▸ TASK OBJECTIVE:
Please, without the pictures, retype exactly the lines from the start of the material through the line that holds "x r add y moveto".

(SUPPLIED RECORDS Opens)

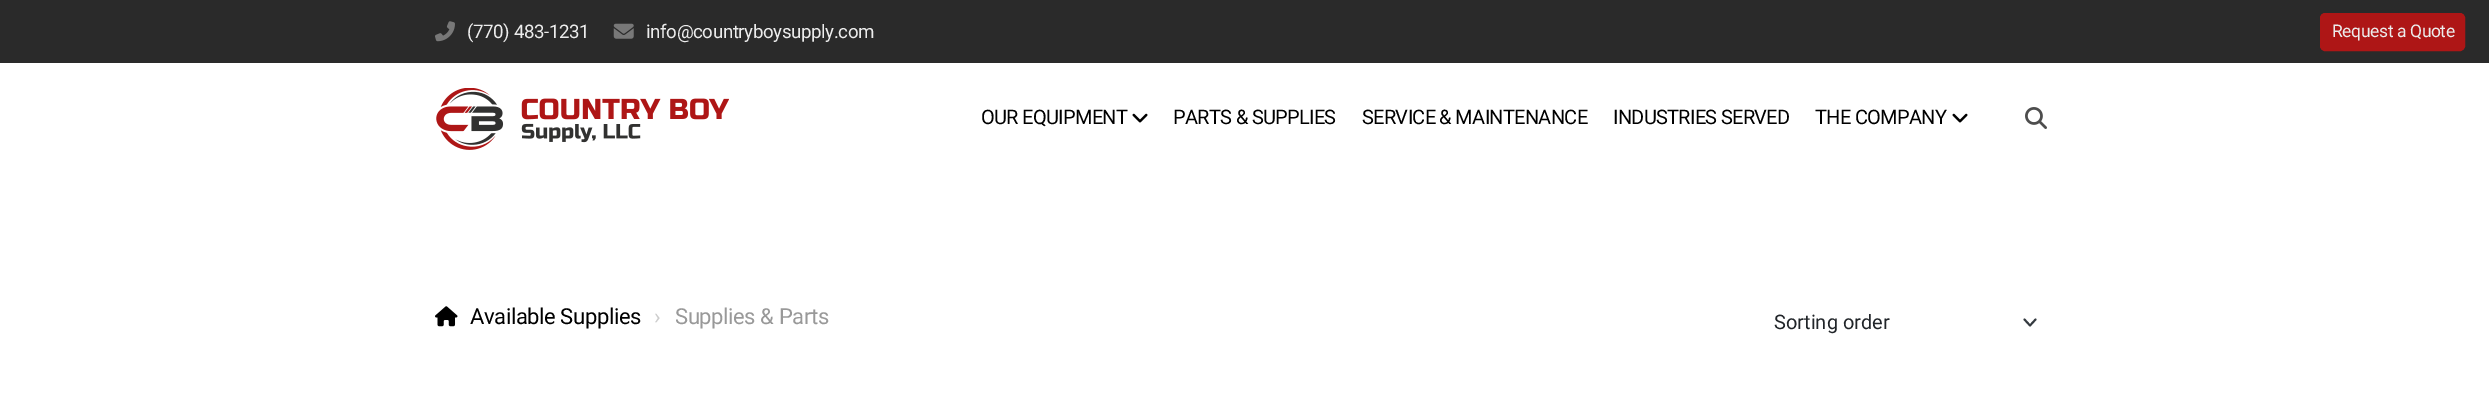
%!PS-Adobe-3.0
%%BoundingBox: 0 0 2489 393
%%LanguageLevel: 3
%%Pages: 1
%%EndComments
%%BeginProlog
/m { moveto } bind def
/l { lineto } bind def
/f { fill } bind def
/S { stroke } bind def
/q { gsave } bind def
/Q { grestore } bind def
/w { setlinewidth } bind def
/fn { [ exch dup neg 0 0 3 -1 roll 0 0 ] selectfont } def
/tx { moveto show } def
/bx { rectfill } def
/rr { 5 dict begin { /r /h /w /y /x } { exch def } forall
  x r add y moveto x w add y 2 copy h add r arct x w add y h add x 1 index r arct
  x y h add x y r arct x y 2 copy exch w add exch r arct closepath end } def
/im { 5 dict begin { /h /w /y /x /name } { exch def } forall
  gsave x y translate w h scale
  w h 8 [w 0 0 h 0 0] name (r) file false 3 colorimage grestore end } def
%%EndProlog
%%BeginSetup
<< /PageSize [2489 393] >> setpagedevice
%%EndSetup
%%Page: 1 1
0 393 translate 1 -1 scale
4 setmiterlimit
1 setgray
0 0 2489 393 bx
0.165 setgray
0 0 2489 63 bx
(image0.raw) 435 21 20 21 im
/Roboto-Regular 18.75 fn
0.925 setgray
467 38 m -0.4 0 (\(770\) 483-1231) ashow
(image1.raw) 613 23 21 16 im
646 38 m -0.4 0 (info@countryboysupply.com) ashow
0.682 0.086 0.086 setrgbcolor
2320.5 13.5 144 37 4.5 rr q f Q
S
/Roboto-Regular 17.5 fn
0.925 setgray
2332 37 m -0.4 0 (Request a Quote) ashow
(image2.raw) 436 88 293 62 im
/Roboto-Regular 20 fn
0 setgray
981 124 m -0.7 0 (OUR EQUIPMENT) ashow
(image3.raw) 1132 113 16 10 im
1173 124 m -0.7 0 (PARTS & SUPPLIES) ashow
1362 124 m -0.7 0 (SERVICE & MAINTENANCE) ashow
1613 124 m -0.7 0 (INDUSTRIES SERVED) ashow
1815 124 m -0.7 0 (THE COMPANY) ashow
(image3.raw) 1952 113 16 10 im
(image4.raw) 2025 107 22 22 im
(image5.raw) 435 306 23 21 im
/Roboto-Regular 22 fn
470 324 m -0.4 0 (Available Supplies) ashow
0.8 setgray
654 324 m -0.4 0 (›) ashow
0.6 setgray
675 324 m -0.4 0 (Supplies & Parts) ashow
0.204 0.227 0.251 setrgbcolor
1.9 w
1 setlinecap
1 setlinejoin
2024.5 319.5 m 2030 325.5 l 2035.5 319.5 l S
/Roboto-Regular 20 fn
0.129 0.145 0.161 setrgbcolor
(Sorting order) 1774 329 tx
showpage
%%EOF
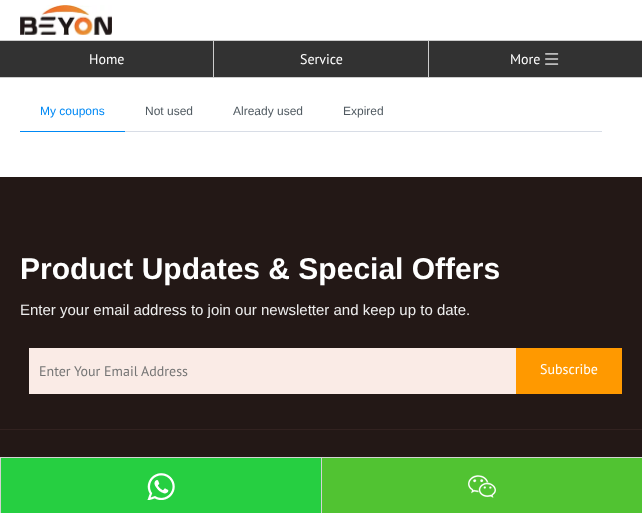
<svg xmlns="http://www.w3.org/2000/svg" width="642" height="513">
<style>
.a{font:14px PT Sans;fill:#fff}
.b{font:12px Liberation Sans;fill:#0089f5}
.c{font:12px Liberation Sans;fill:#505a61}
.d{font:bold 30px Liberation Sans;fill:#fff}
.e{font:15px Liberation Sans;fill:#eee}
.f{font:14px PT Sans;fill:#757575}
</style>
<rect width="100%" height="100%" fill="#fff"/>
<image href="1.png" x="20" y="5" width="92" height="30"/>
<path fill="#323232" d="M0 41h642v36H0z"/>
<path fill="#ccc" d="M0 40h642v1H0z"/>
<path fill="#ccc" d="M0 77h642v1H0z"/>
<path fill="#ccc" d="M213 41h1v36H213z"/>
<path fill="#ccc" d="M428 41h1v36H428z"/>
<image href="2.png" x="545" y="53" width="14" height="12"/>
<path fill="#d8dde6" d="M125 131h477v1H125z"/>
<path fill="#0089f5" d="M20 131h105v1H20z"/>
<path fill="#231816" d="M0 177h642v252H0z"/>
<path fill="#322220" d="M0 429h642v1H0z"/>
<path fill="#faebe6" d="M29 348h487v46H29z"/>
<path fill="#f90" d="M516 348h106v46H516z"/>
<path fill="#231816" d="M0 430h642v27H0z"/>
<path fill="#d3d3d3" d="M0 457h642v1H0z"/>
<path fill="#d3d3d3" d="M0 458h1v55H0z"/>
<path fill="#26cf41" d="M1 458h320v55H1z"/>
<image href="3.png" x="147" y="473" width="28" height="27"/>
<path fill="#d3d3d3" d="M321 458h1v55H321z"/>
<path fill="#51c332" d="M322 458h320v55H322z"/>
<image href="4.png" x="468" y="475" width="28" height="23"/>
<text class="a" x="89" y="64">Home</text>
<text class="a" x="300" y="64">Service</text>
<text class="a" x="510" y="64">More</text>
<text class="b" x="40" y="115">My coupons</text>
<text class="c" x="145" y="115">Not used</text>
<text class="c" x="233" y="115">Already used</text>
<text class="c" x="343" y="115">Expired</text>
<text class="d" x="20" y="279">Product Updates &amp; Special Offers</text>
<text class="e" x="20" y="315">Enter your email address to join our newsletter and keep up to date.</text>
<text class="f" x="39" y="376">Enter Your Email Address</text>
<text class="a" x="540" y="374">Subscribe</text>
</svg>
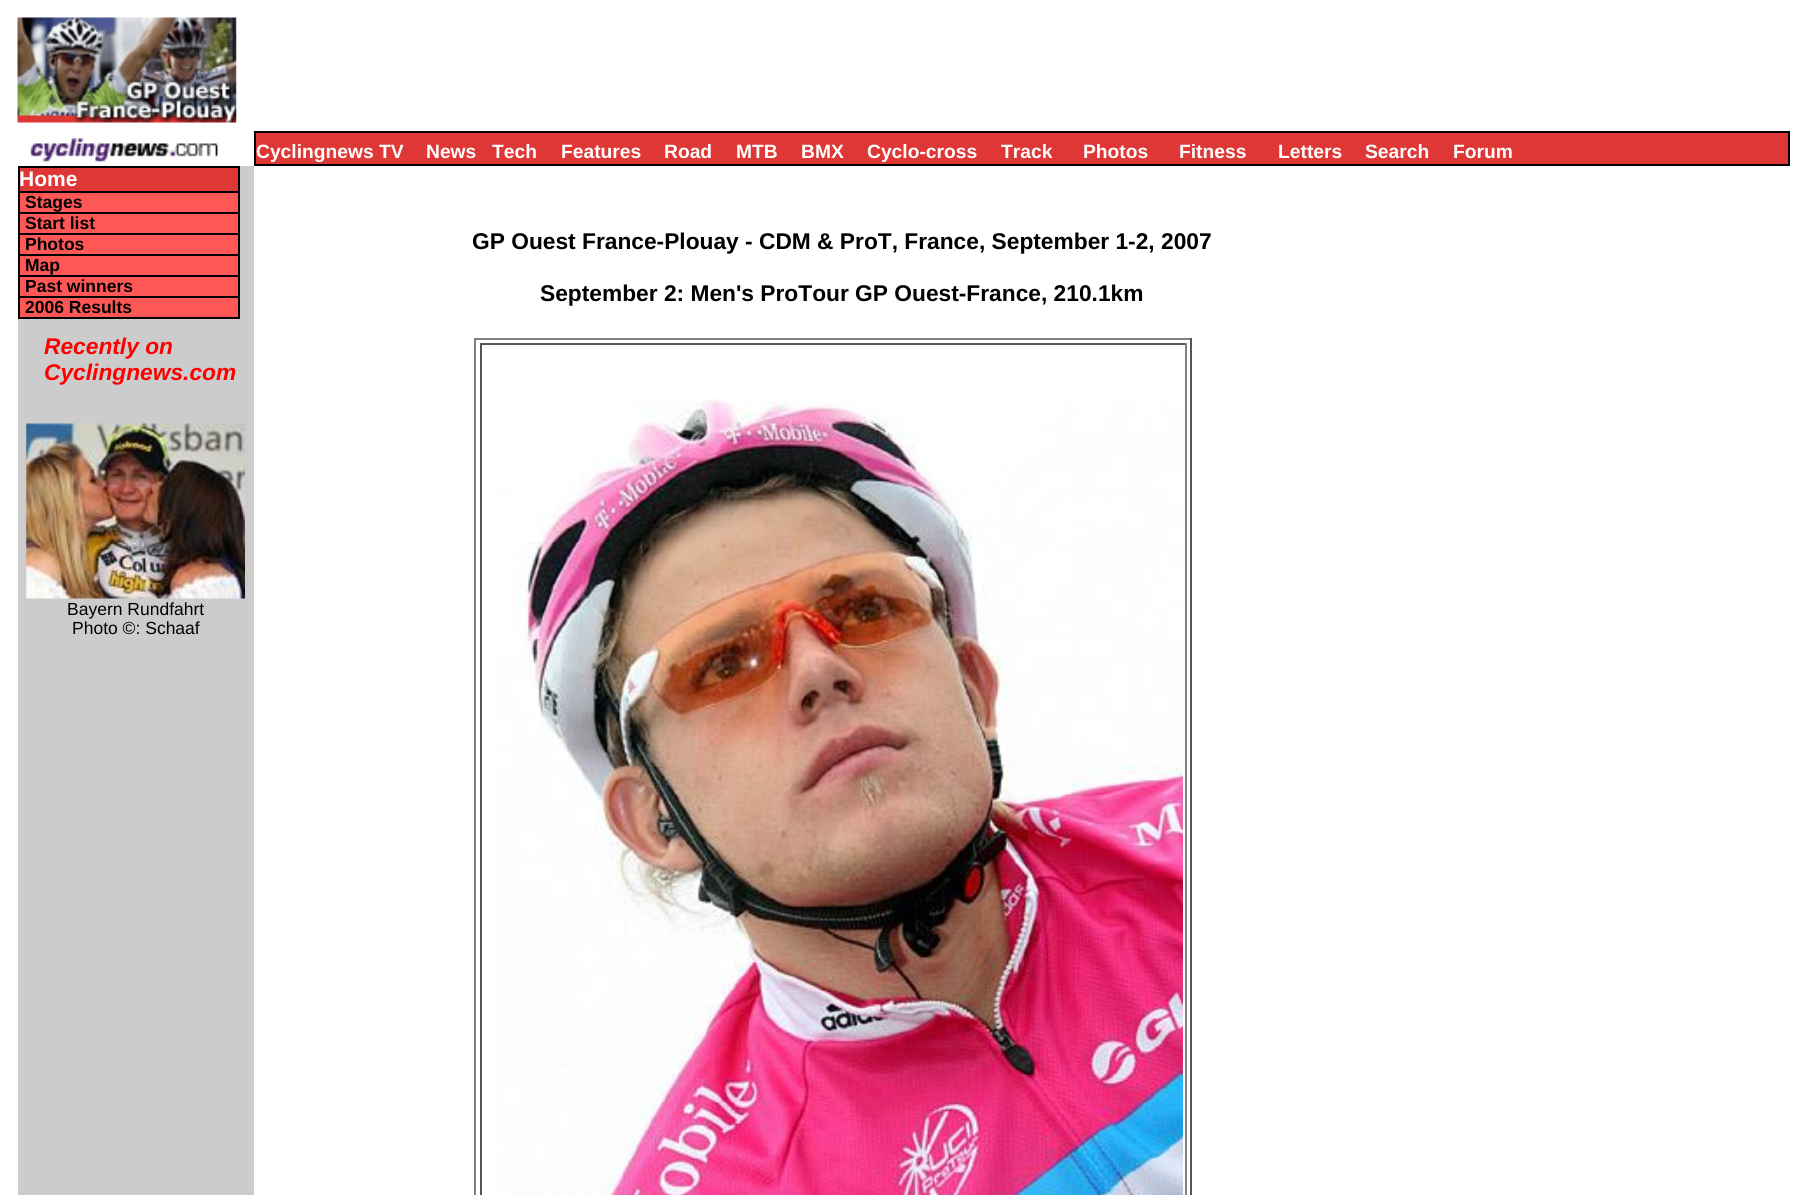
import math
import cairocffi as cairo

surface = cairo.ImageSurface(cairo.FORMAT_RGB24, 1798, 1195)
cr = cairo.Context(surface)
options = cairo.FontOptions()
options.set_hint_metrics(cairo.HINT_METRICS_OFF)
options.set_hint_style(cairo.HINT_STYLE_NONE)
cr.set_font_options(options)
cr.set_miter_limit(4)


def use_color(code):
    cr.set_source_rgb(*(v / 255 for v in bytes.fromhex(code[-6:])))


def picture(path, x, y, w, h):
    cr.save()
    cr.set_source_surface(cairo.ImageSurface.create_from_png(path), x, y)
    cr.rectangle(x, y, w, h)
    cr.fill()
    cr.restore()


use_color("#ffffff")
cr.paint()
picture("img1.png", 17, 17, 220, 106)
picture("img2.png", 30, 137, 188, 25)
use_color("#df3735")
cr.rectangle(255, 132, 1534, 33)
cr.fill_preserve()
use_color("#000000")
cr.stroke()
cr.select_font_face("Liberation Sans", cairo.FONT_SLANT_NORMAL, cairo.FONT_WEIGHT_BOLD)
cr.set_font_size(19.25)
use_color("#ffffff")
cr.move_to(256, 158)
cr.show_text("Cyclingnews TV")
cr.move_to(426, 158)
cr.show_text("News")
cr.move_to(492, 158)
cr.show_text("Tech")
cr.move_to(561, 158)
cr.show_text("Features")
cr.move_to(664, 158)
cr.show_text("Road")
cr.move_to(736, 158)
cr.show_text("MTB")
cr.move_to(801, 158)
cr.show_text("BMX")
cr.move_to(867, 158)
cr.show_text("Cyclo-cross")
cr.move_to(1001, 158)
cr.show_text("Track")
cr.move_to(1083, 158)
cr.show_text("Photos")
cr.move_to(1179, 158)
cr.show_text("Fitness")
cr.move_to(1278, 158)
cr.show_text("Letters")
cr.move_to(1365, 158)
cr.show_text("Search")
cr.move_to(1453, 158)
cr.show_text("Forum")
use_color("#cccccc")
cr.rectangle(18, 166, 236, 1029)
cr.fill()
use_color("#000000")
cr.rectangle(18, 166, 222, 2)
cr.fill()
use_color("#df3735")
cr.rectangle(20, 168, 218, 23)
cr.fill()
use_color("#000000")
cr.rectangle(238, 168, 2, 151)
cr.fill()
cr.rectangle(18, 191, 222, 2)
cr.fill()
cr.rectangle(18, 168, 2, 25)
cr.fill()
cr.set_font_size(21)
use_color("#ffffff")
cr.move_to(19, 186)
cr.show_text("Home")
use_color("#ff5755")
cr.rectangle(20, 193, 218, 19)
cr.fill()
use_color("#000000")
cr.rectangle(18, 212, 222, 2)
cr.fill()
cr.rectangle(18, 193, 2, 21)
cr.fill()
cr.set_font_size(17.5)
cr.move_to(25, 208)
cr.show_text("Stages")
use_color("#ff5755")
cr.rectangle(20, 214, 218, 19)
cr.fill()
use_color("#000000")
cr.rectangle(18, 233, 222, 2)
cr.fill()
cr.rectangle(18, 214, 2, 21)
cr.fill()
cr.move_to(25, 229)
cr.show_text("Start list")
use_color("#ff5755")
cr.rectangle(20, 235, 218, 19)
cr.fill()
use_color("#000000")
cr.rectangle(18, 254, 222, 2)
cr.fill()
cr.rectangle(18, 235, 2, 21)
cr.fill()
cr.move_to(25, 250)
cr.show_text("Photos")
use_color("#ff5755")
cr.rectangle(20, 256, 218, 19)
cr.fill()
use_color("#000000")
cr.rectangle(18, 275, 222, 2)
cr.fill()
cr.rectangle(18, 256, 2, 21)
cr.fill()
cr.move_to(25, 271)
cr.show_text("Map")
use_color("#ff5755")
cr.rectangle(20, 277, 218, 19)
cr.fill()
use_color("#000000")
cr.rectangle(18, 296, 222, 2)
cr.fill()
cr.rectangle(18, 277, 2, 21)
cr.fill()
cr.move_to(25, 292)
cr.show_text("Past winners")
use_color("#ff5755")
cr.rectangle(20, 298, 218, 19)
cr.fill()
use_color("#000000")
cr.rectangle(18, 317, 222, 2)
cr.fill()
cr.rectangle(18, 298, 2, 21)
cr.fill()
cr.move_to(25, 313)
cr.show_text("2006 Results")
cr.select_font_face("Liberation Sans", cairo.FONT_SLANT_ITALIC, cairo.FONT_WEIGHT_BOLD)
cr.set_font_size(22.75)
use_color("#ff0000")
cr.move_to(44, 354)
cr.show_text("Recently on")
cr.move_to(44, 380)
cr.show_text("Cyclingnews.com")
picture("img3.png", 26, 423, 219, 176)
cr.select_font_face("Liberation Sans")
cr.set_font_size(17.5)
use_color("#000000")
cr.move_to(67, 615)
cr.show_text("Bayern Rundfahrt")
cr.move_to(72, 634)
cr.show_text("Photo ©: Schaaf")
cr.select_font_face("Liberation Sans", cairo.FONT_SLANT_NORMAL, cairo.FONT_WEIGHT_BOLD)
cr.set_font_size(22.75)
cr.move_to(472, 249)
cr.show_text("GP Ouest France-Plouay - CDM & ProT, France, September 1-2, 2007")
cr.move_to(540, 301)
cr.show_text("September 2: Men's ProTour GP Ouest-France, 210.1km")
use_color("#808080")
cr.rectangle(474, 338, 718, 2)
cr.fill()
use_color("#555555")
cr.rectangle(1190, 338, 2, 857)
cr.fill()
use_color("#808080")
cr.rectangle(474, 338, 2, 857)
cr.fill()
use_color("#555555")
cr.rectangle(480, 343, 707, 2)
cr.fill()
use_color("#808080")
cr.rectangle(1185, 343, 2, 852)
cr.fill()
use_color("#555555")
cr.rectangle(480, 343, 2, 852)
cr.fill()
picture("img4.png", 497, 399, 686, 796)
surface.write_to_png("result.png")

(SUPPLIED RECORDS Closes)

▸ ANSWER TO THIS PROBLEM:
%!PS-Adobe-3.0
%%BoundingBox: 0 0 2489 393
%%LanguageLevel: 3
%%Pages: 1
%%EndComments
%%BeginProlog
/m { moveto } bind def
/l { lineto } bind def
/f { fill } bind def
/S { stroke } bind def
/q { gsave } bind def
/Q { grestore } bind def
/w { setlinewidth } bind def
/fn { [ exch dup neg 0 0 3 -1 roll 0 0 ] selectfont } def
/tx { moveto show } def
/bx { rectfill } def
/rr { 5 dict begin { /r /h /w /y /x } { exch def } forall
  x r add y moveto x w add y 2 copy h add r arct x w add y h add x 1 index r arct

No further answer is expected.